If Selene ain’t banging them hammers or using the vampire / dark knight gadgets, she look like she at the DMV on a Monday. Like nobody wants to stand in this line, but what you gonna, not drive? All I want Kate to do is get her license and have good hair in the pic, man. All I wish for Kate to do is discover on-line registration, yo. She for real out here on that Diddy, “if you don’t blank expression, you don’t eat.” Maybe I’m projecting. I dated a woman once who was always down to go out with me, but turned into posing for the Mona Lisa when we would link up. She hit me up three years later saying we just got together at a bad time for her, because a family member had a long-term illness and were in their last stages. Bad breaks, ya know. I’m not a Lycan, I have a heart and understand.

So I thought, maybe that’s what’s going on with Kate Beckinsale. We don’t know all there is to know about celebrity’s lives. Maybe someone in her fam was going through some rough shit when Underworld dropped. By Underworld: Evolution I was like, oh, same shit, ok this shit must be terminal. When I saw Underworld: Awakening, I was said, aiight, somebody been dying of the same shit for about a decade now. Ain’t no more excuses yo, Kate just rather be getting a root canal then playing Selene. Kate rather be washing her hair than playing Selene. Kate probably screen test Selene while still wearing the breathing mask she slept in fam. We can’t try to call it something else anymore.

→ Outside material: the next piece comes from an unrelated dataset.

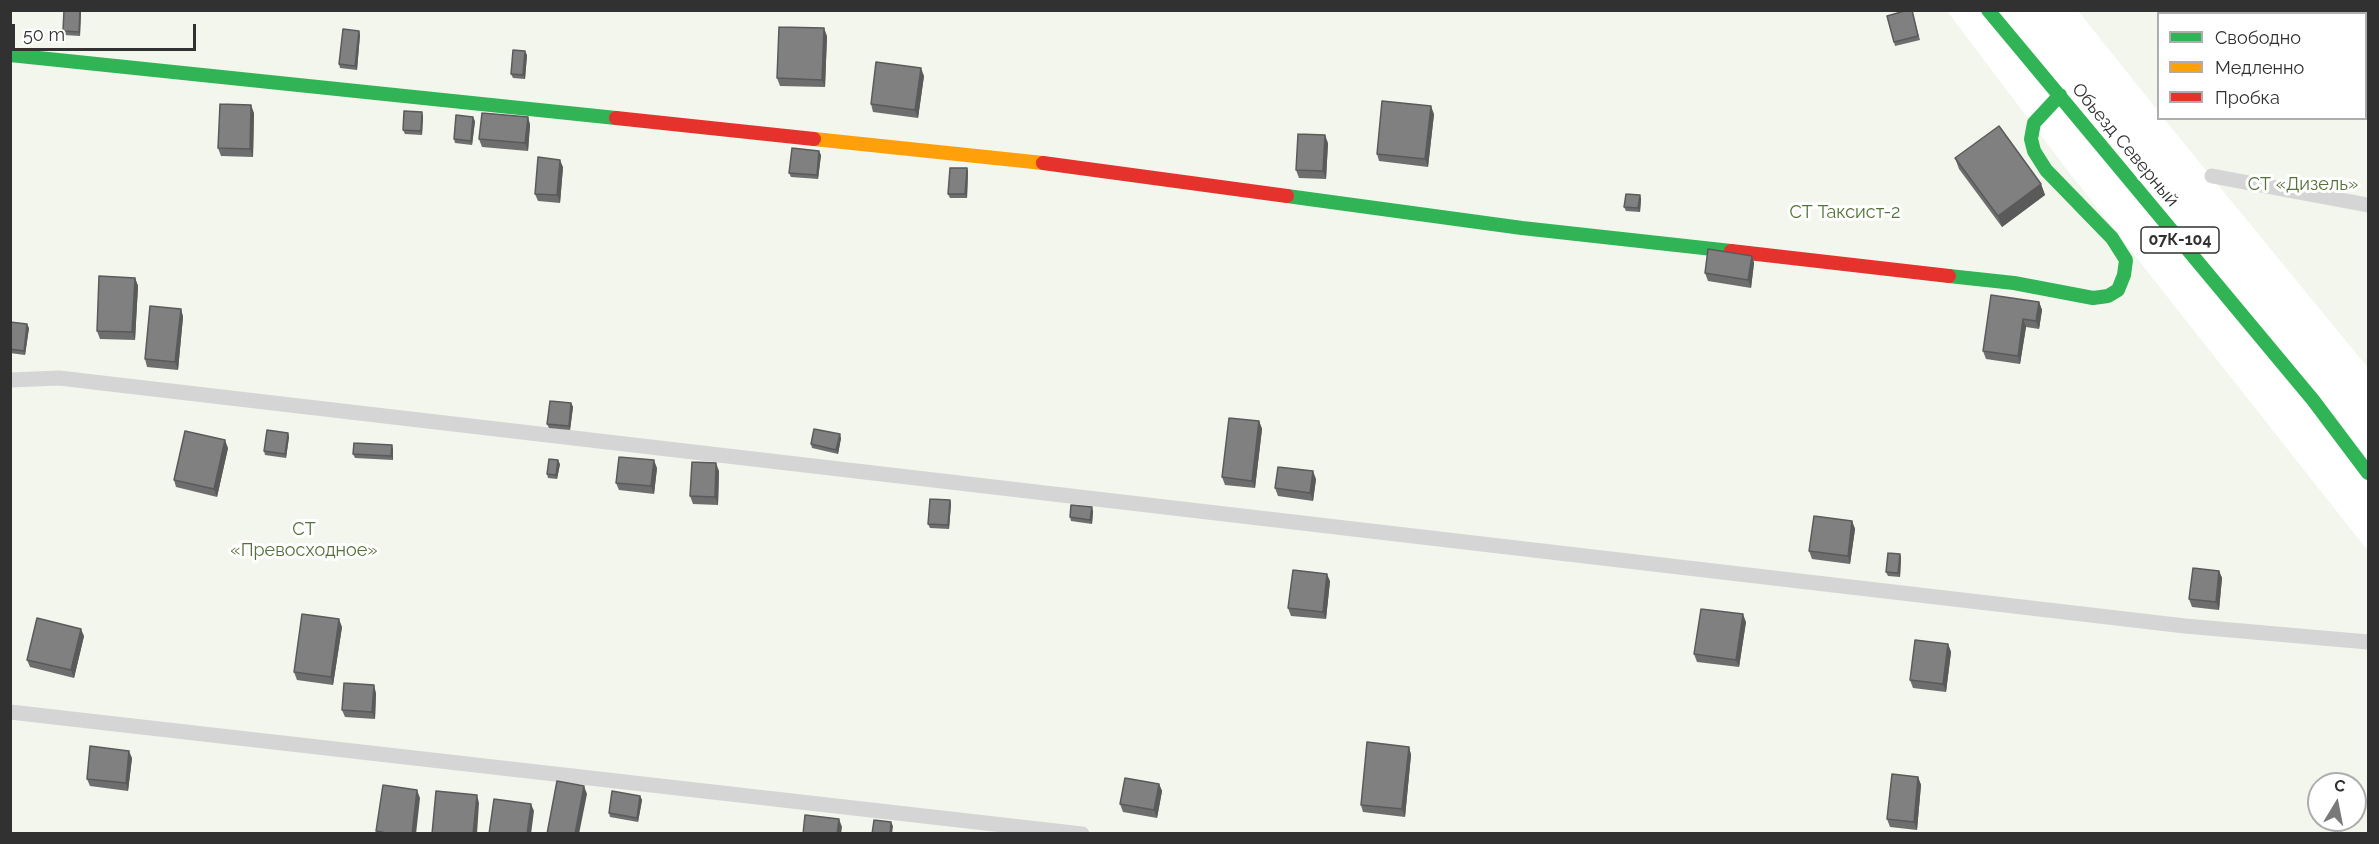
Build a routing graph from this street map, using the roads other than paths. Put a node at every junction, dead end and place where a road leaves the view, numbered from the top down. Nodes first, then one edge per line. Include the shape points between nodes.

I still learned how to enjoy the films though, you just gotta temper your expectations. Selene the type of person you make pay up front when you splitting the meal. Don’t ever let a Selene type go second in the I’ll do you, you do me scenario. Ain’t nobody trying to be intimate with someone carrying the enthusiasm of a bus stop when it’s their turn to put in work. You can’t let a Selene be your agent if you ever want to get booked for any gigs. You gotta meet people where they at, and Selene ain’t never gonna be in the cheerleading section. Or anyone’s hype-woman on stage. You call Selene when you think you did something stupid and you need validation ‘cuz she gonna be like, “ehh.” You don’t call Selene when you accomplished something big to share the news ‘cuz she gonna be like, “ehh.” As long as you know this going in, the films are still watchable. Well… mostly.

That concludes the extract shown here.